### DIRECTIONS FOR THIS TASK
Leave the images out and write out each entry exactly as shown.

### EXCERPTED RECORDS

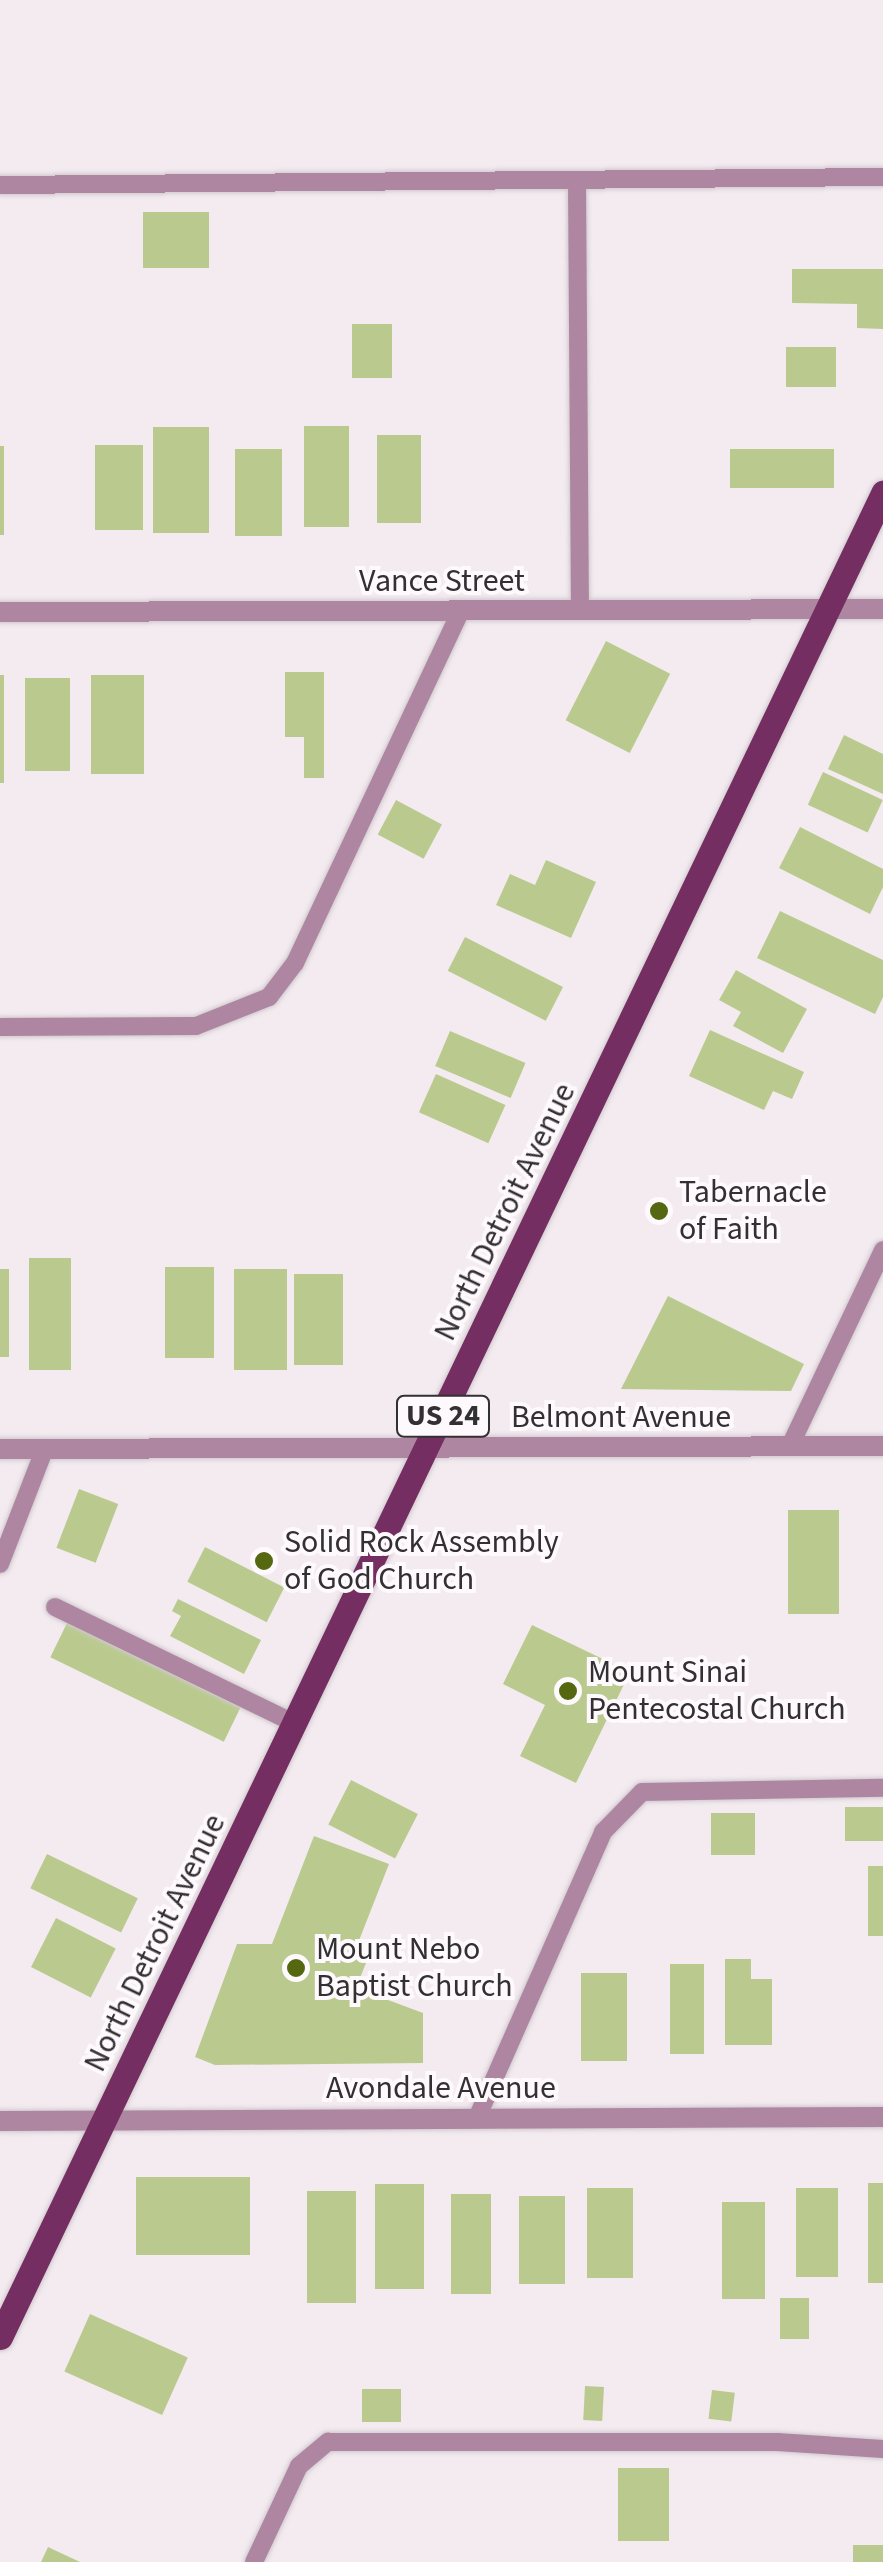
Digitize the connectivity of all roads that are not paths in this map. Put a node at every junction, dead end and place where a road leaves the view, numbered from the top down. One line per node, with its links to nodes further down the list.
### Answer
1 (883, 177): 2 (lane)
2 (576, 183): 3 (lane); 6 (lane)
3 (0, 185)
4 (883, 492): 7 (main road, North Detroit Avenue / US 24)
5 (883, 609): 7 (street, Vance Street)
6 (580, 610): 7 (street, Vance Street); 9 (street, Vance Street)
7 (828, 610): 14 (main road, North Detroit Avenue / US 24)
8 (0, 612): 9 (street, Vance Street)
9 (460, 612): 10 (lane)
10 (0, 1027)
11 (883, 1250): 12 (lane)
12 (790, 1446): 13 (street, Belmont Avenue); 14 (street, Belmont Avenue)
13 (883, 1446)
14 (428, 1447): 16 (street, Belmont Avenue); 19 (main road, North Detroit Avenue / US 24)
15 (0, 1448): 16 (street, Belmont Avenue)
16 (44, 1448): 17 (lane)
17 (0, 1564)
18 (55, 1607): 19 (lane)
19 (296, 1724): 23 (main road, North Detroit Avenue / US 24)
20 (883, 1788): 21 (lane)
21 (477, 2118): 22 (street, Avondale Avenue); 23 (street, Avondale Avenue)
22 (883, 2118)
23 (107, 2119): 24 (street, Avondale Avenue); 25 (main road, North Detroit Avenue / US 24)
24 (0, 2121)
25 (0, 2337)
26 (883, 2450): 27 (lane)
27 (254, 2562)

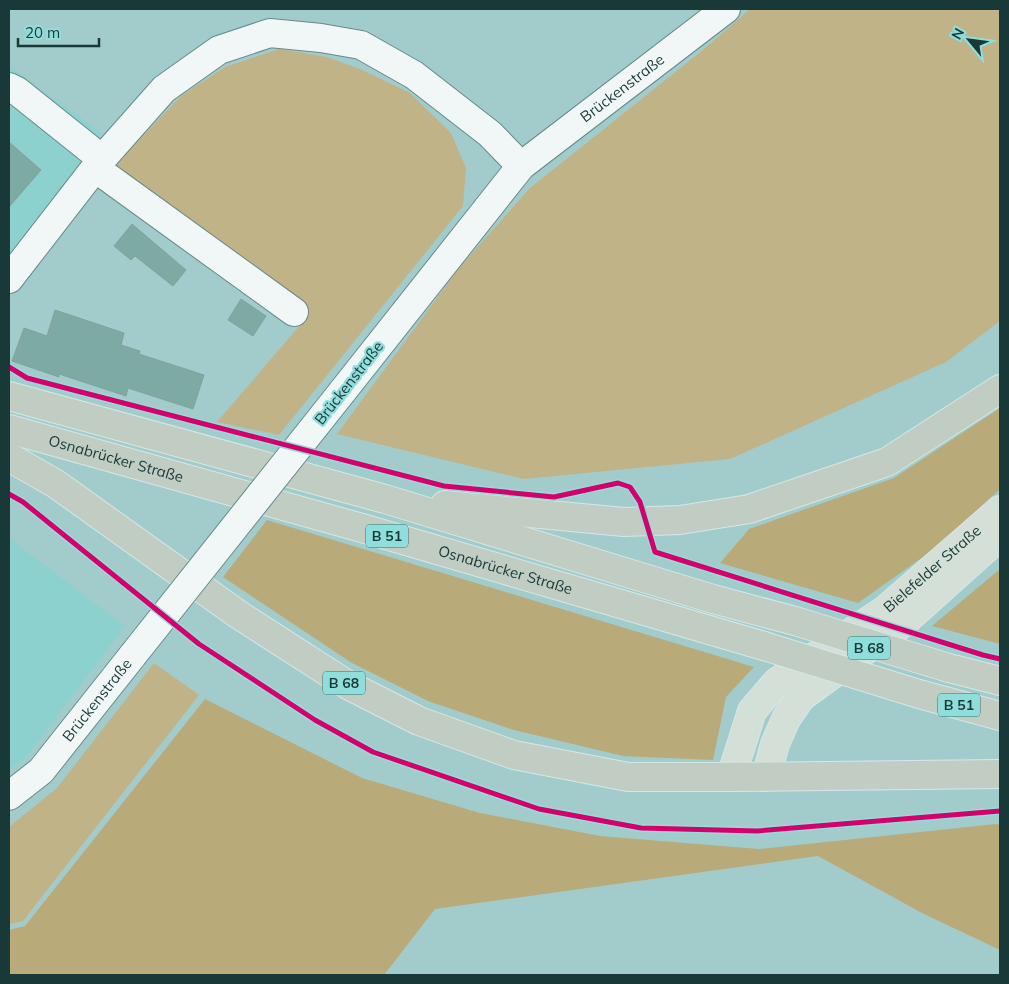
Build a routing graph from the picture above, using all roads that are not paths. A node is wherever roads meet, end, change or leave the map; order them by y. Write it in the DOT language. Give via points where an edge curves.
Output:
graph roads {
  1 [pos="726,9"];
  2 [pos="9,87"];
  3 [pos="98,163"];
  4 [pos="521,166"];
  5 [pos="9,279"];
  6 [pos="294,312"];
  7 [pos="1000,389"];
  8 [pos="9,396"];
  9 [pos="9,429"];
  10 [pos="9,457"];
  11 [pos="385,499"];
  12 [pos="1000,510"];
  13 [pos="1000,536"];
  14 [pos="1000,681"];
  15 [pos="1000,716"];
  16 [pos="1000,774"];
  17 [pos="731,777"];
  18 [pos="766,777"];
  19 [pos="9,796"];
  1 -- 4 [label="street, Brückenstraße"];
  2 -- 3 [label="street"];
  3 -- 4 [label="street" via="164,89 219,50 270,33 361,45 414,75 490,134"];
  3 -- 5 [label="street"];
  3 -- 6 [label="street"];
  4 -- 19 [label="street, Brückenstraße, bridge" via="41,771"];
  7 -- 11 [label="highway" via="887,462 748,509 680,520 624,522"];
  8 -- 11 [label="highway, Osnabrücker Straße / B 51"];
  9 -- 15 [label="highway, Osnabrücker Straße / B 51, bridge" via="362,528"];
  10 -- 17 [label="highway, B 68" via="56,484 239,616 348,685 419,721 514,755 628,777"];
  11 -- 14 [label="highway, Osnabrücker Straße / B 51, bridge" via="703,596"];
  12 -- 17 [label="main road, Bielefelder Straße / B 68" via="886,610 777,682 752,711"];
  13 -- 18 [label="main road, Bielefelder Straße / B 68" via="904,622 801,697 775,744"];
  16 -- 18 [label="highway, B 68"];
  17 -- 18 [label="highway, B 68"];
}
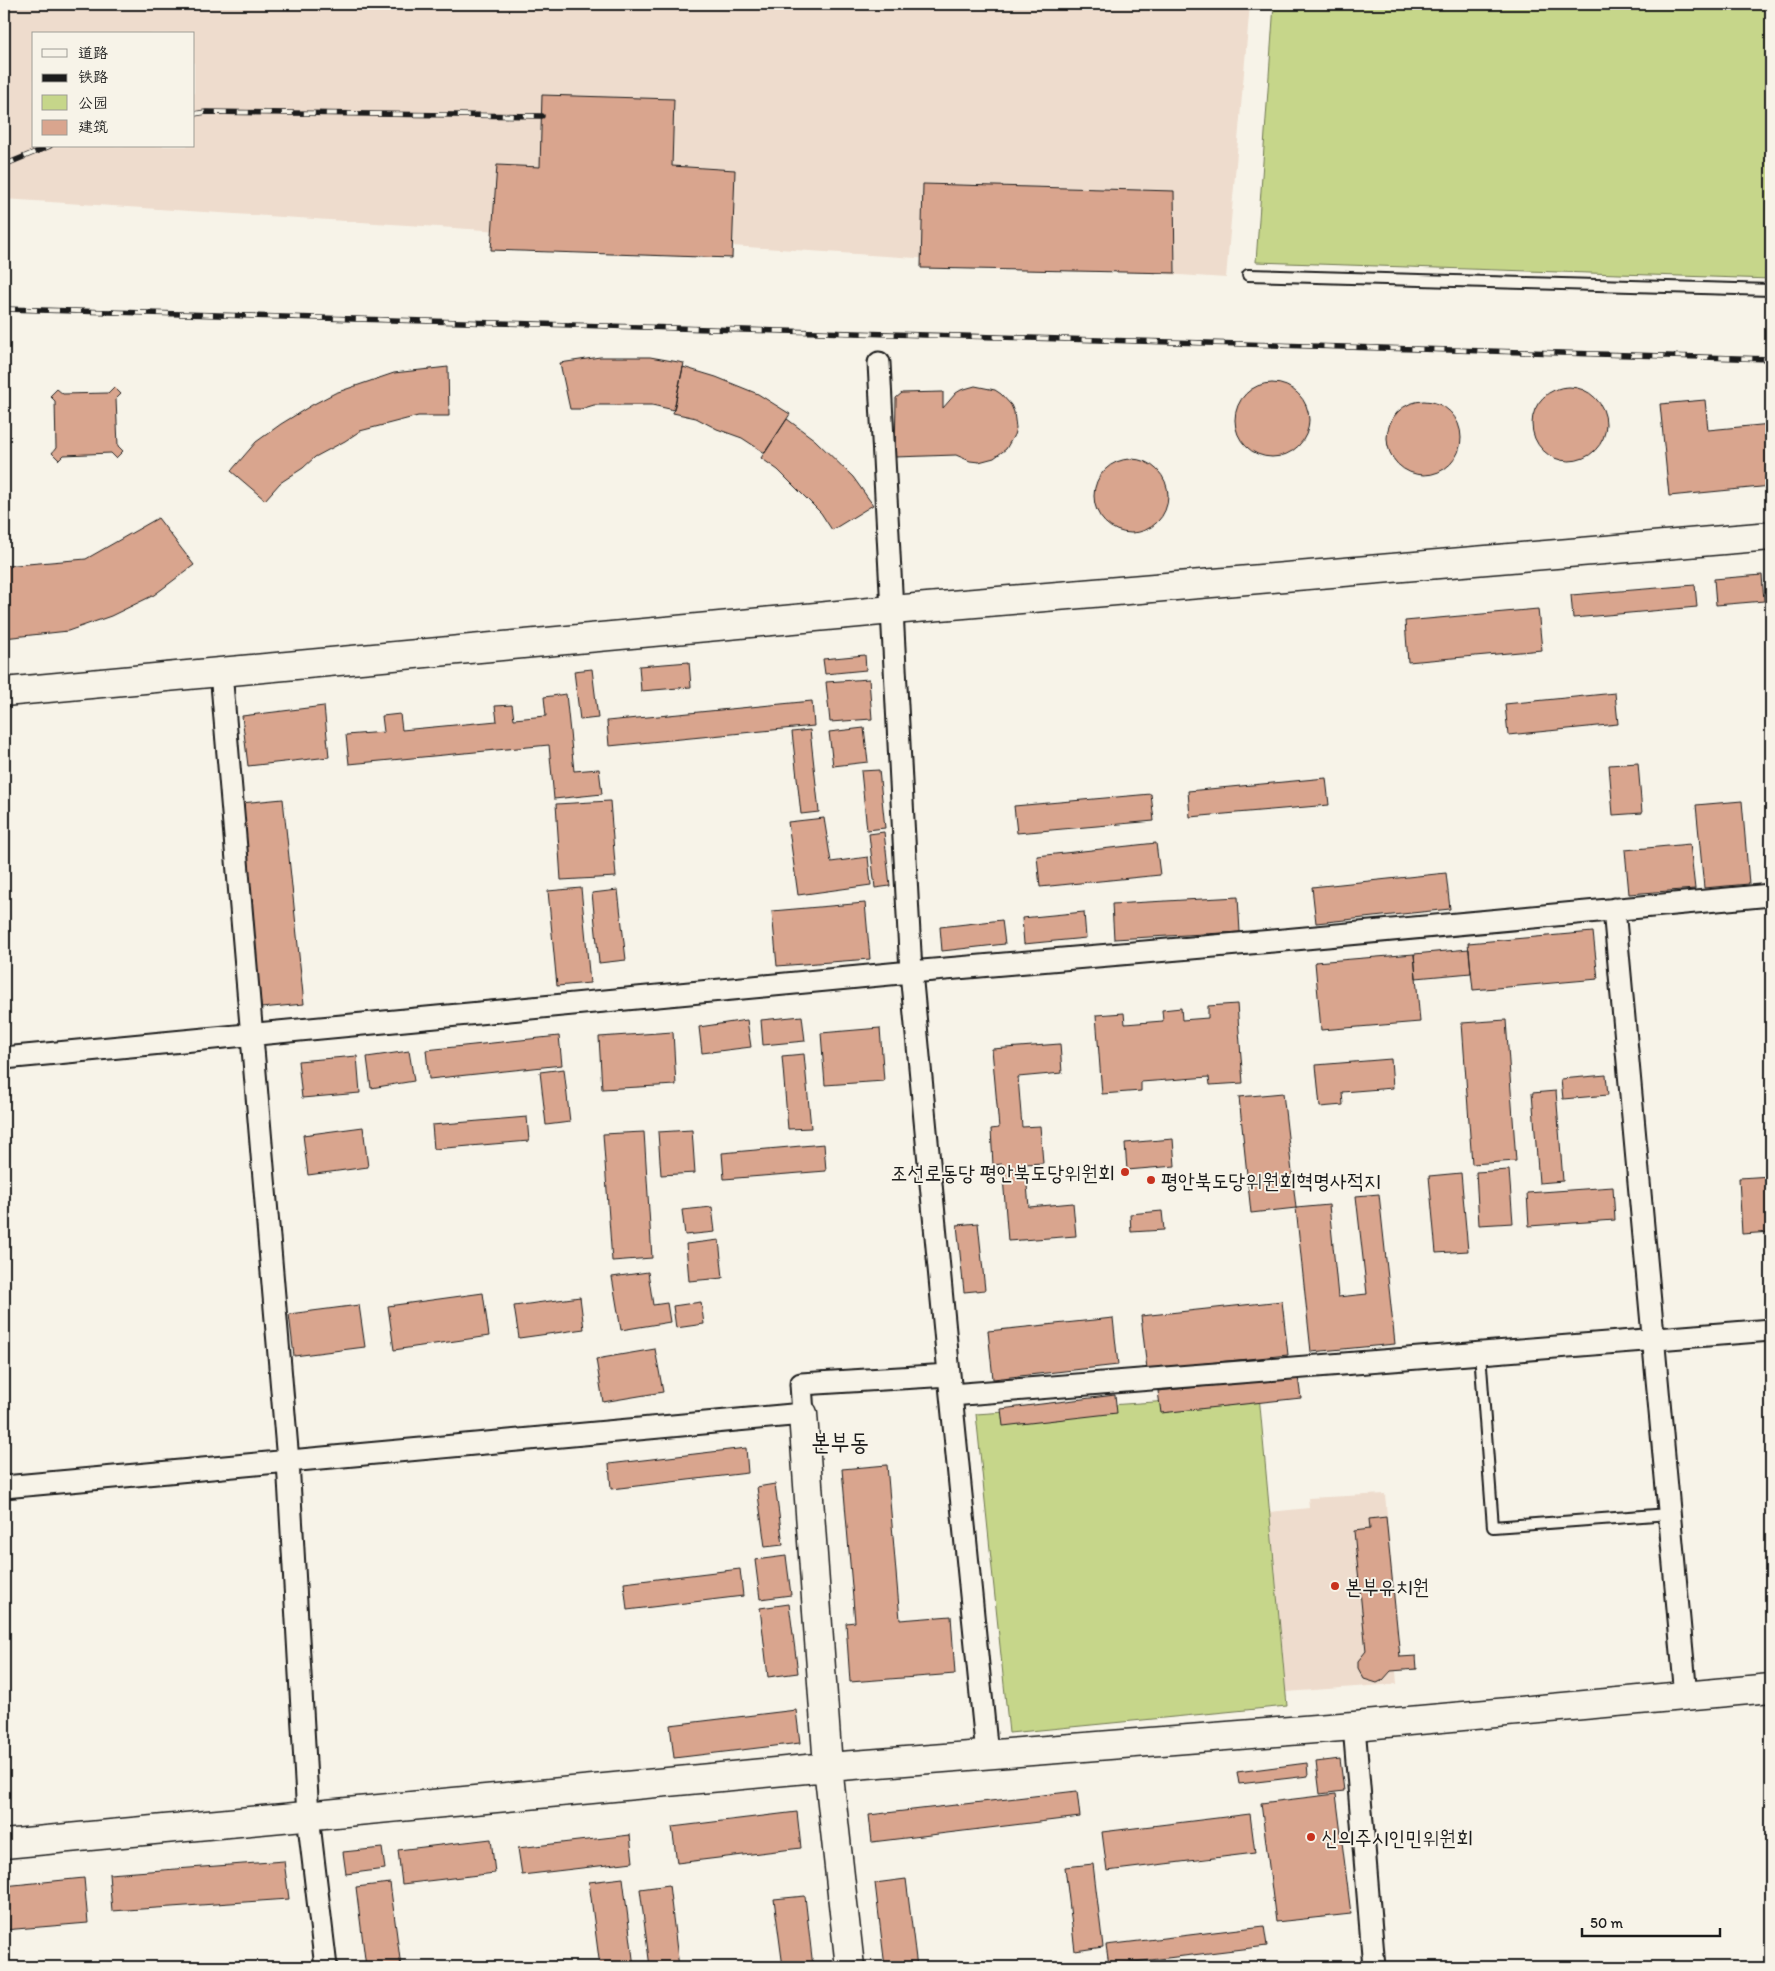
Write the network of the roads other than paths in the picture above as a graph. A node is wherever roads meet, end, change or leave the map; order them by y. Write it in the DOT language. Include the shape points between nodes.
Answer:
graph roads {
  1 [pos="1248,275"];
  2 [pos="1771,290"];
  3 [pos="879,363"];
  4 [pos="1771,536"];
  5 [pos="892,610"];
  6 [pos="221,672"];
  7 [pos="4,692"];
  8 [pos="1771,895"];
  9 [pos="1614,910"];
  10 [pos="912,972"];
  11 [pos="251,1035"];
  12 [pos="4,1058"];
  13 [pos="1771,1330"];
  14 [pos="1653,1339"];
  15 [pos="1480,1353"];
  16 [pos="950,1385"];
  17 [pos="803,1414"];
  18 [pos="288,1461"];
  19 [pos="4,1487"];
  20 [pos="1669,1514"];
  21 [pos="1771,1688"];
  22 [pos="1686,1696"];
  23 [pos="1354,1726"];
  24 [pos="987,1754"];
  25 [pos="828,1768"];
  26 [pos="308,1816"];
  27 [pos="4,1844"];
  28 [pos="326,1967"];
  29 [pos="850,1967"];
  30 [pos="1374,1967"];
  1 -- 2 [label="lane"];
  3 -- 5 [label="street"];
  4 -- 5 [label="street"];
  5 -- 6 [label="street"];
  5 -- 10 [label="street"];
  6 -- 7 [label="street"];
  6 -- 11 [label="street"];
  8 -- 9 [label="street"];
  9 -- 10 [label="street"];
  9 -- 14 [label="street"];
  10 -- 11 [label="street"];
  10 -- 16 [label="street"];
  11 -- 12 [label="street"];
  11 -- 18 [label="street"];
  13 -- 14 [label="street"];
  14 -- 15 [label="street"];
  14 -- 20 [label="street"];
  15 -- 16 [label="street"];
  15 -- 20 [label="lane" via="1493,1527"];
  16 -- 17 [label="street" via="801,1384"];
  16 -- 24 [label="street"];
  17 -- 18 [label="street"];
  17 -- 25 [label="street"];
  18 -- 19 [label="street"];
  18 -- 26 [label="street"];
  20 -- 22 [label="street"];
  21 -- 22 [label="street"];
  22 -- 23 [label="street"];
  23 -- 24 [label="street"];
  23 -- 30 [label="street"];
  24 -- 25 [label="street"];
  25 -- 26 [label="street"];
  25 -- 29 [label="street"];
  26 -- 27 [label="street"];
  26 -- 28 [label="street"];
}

### COMPLETED EXERCISE
Digitize the connectivity of all roads that are not paths in this map. Put a node at every junction, dead end and place where a road leaves the view, numbered from the top down. One line per node, with its links to nodes further down the list.
### Answer
1 (883, 177): 2 (lane)
2 (576, 183): 3 (lane); 6 (lane)
3 (0, 185)
4 (883, 492): 7 (main road, North Detroit Avenue / US 24)
5 (883, 609): 7 (street, Vance Street)
6 (580, 610): 7 (street, Vance Street); 9 (street, Vance Street)
7 (828, 610): 14 (main road, North Detroit Avenue / US 24)
8 (0, 612): 9 (street, Vance Street)
9 (460, 612): 10 (lane)
10 (0, 1027)
11 (883, 1250): 12 (lane)
12 (790, 1446): 13 (street, Belmont Avenue); 14 (street, Belmont Avenue)
13 (883, 1446)
14 (428, 1447): 16 (street, Belmont Avenue); 19 (main road, North Detroit Avenue / US 24)
15 (0, 1448): 16 (street, Belmont Avenue)
16 (44, 1448): 17 (lane)
17 (0, 1564)
18 (55, 1607): 19 (lane)
19 (296, 1724): 23 (main road, North Detroit Avenue / US 24)
20 (883, 1788): 21 (lane)
21 (477, 2118): 22 (street, Avondale Avenue); 23 (street, Avondale Avenue)
22 (883, 2118)
23 (107, 2119): 24 (street, Avondale Avenue); 25 (main road, North Detroit Avenue / US 24)
24 (0, 2121)
25 (0, 2337)
26 (883, 2450): 27 (lane)
27 (254, 2562)

Build a routing graph from the picture above, using all roads that are not paths. A node is wherever roads meet, end, change or leave the map; order them by y. Write it in the DOT language. Give via points where an edge curves.
Output:
graph roads {
  1 [pos="726,9"];
  2 [pos="9,87"];
  3 [pos="98,163"];
  4 [pos="521,166"];
  5 [pos="9,279"];
  6 [pos="294,312"];
  7 [pos="1000,389"];
  8 [pos="9,396"];
  9 [pos="9,429"];
  10 [pos="9,457"];
  11 [pos="385,499"];
  12 [pos="1000,510"];
  13 [pos="1000,536"];
  14 [pos="1000,681"];
  15 [pos="1000,716"];
  16 [pos="1000,774"];
  17 [pos="731,777"];
  18 [pos="766,777"];
  19 [pos="9,796"];
  1 -- 4 [label="street, Brückenstraße"];
  2 -- 3 [label="street"];
  3 -- 4 [label="street" via="164,89 219,50 270,33 361,45 414,75 490,134"];
  3 -- 5 [label="street"];
  3 -- 6 [label="street"];
  4 -- 19 [label="street, Brückenstraße, bridge" via="41,771"];
  7 -- 11 [label="highway" via="887,462 748,509 680,520 624,522"];
  8 -- 11 [label="highway, Osnabrücker Straße / B 51"];
  9 -- 15 [label="highway, Osnabrücker Straße / B 51, bridge" via="362,528"];
  10 -- 17 [label="highway, B 68" via="56,484 239,616 348,685 419,721 514,755 628,777"];
  11 -- 14 [label="highway, Osnabrücker Straße / B 51, bridge" via="703,596"];
  12 -- 17 [label="main road, Bielefelder Straße / B 68" via="886,610 777,682 752,711"];
  13 -- 18 [label="main road, Bielefelder Straße / B 68" via="904,622 801,697 775,744"];
  16 -- 18 [label="highway, B 68"];
  17 -- 18 [label="highway, B 68"];
}
Write the network of the roads other than paths in the picture above as a graph. A node is wherever roads meet, end, change or leave the map; order them by y. Write it in the DOT language. Include the shape points between nodes.
Answer:
graph roads {
  1 [pos="1248,275"];
  2 [pos="1771,290"];
  3 [pos="879,363"];
  4 [pos="1771,536"];
  5 [pos="892,610"];
  6 [pos="221,672"];
  7 [pos="4,692"];
  8 [pos="1771,895"];
  9 [pos="1614,910"];
  10 [pos="912,972"];
  11 [pos="251,1035"];
  12 [pos="4,1058"];
  13 [pos="1771,1330"];
  14 [pos="1653,1339"];
  15 [pos="1480,1353"];
  16 [pos="950,1385"];
  17 [pos="803,1414"];
  18 [pos="288,1461"];
  19 [pos="4,1487"];
  20 [pos="1669,1514"];
  21 [pos="1771,1688"];
  22 [pos="1686,1696"];
  23 [pos="1354,1726"];
  24 [pos="987,1754"];
  25 [pos="828,1768"];
  26 [pos="308,1816"];
  27 [pos="4,1844"];
  28 [pos="326,1967"];
  29 [pos="850,1967"];
  30 [pos="1374,1967"];
  1 -- 2 [label="lane"];
  3 -- 5 [label="street"];
  4 -- 5 [label="street"];
  5 -- 6 [label="street"];
  5 -- 10 [label="street"];
  6 -- 7 [label="street"];
  6 -- 11 [label="street"];
  8 -- 9 [label="street"];
  9 -- 10 [label="street"];
  9 -- 14 [label="street"];
  10 -- 11 [label="street"];
  10 -- 16 [label="street"];
  11 -- 12 [label="street"];
  11 -- 18 [label="street"];
  13 -- 14 [label="street"];
  14 -- 15 [label="street"];
  14 -- 20 [label="street"];
  15 -- 16 [label="street"];
  15 -- 20 [label="lane" via="1493,1527"];
  16 -- 17 [label="street" via="801,1384"];
  16 -- 24 [label="street"];
  17 -- 18 [label="street"];
  17 -- 25 [label="street"];
  18 -- 19 [label="street"];
  18 -- 26 [label="street"];
  20 -- 22 [label="street"];
  21 -- 22 [label="street"];
  22 -- 23 [label="street"];
  23 -- 24 [label="street"];
  23 -- 30 [label="street"];
  24 -- 25 [label="street"];
  25 -- 26 [label="street"];
  25 -- 29 [label="street"];
  26 -- 27 [label="street"];
  26 -- 28 [label="street"];
}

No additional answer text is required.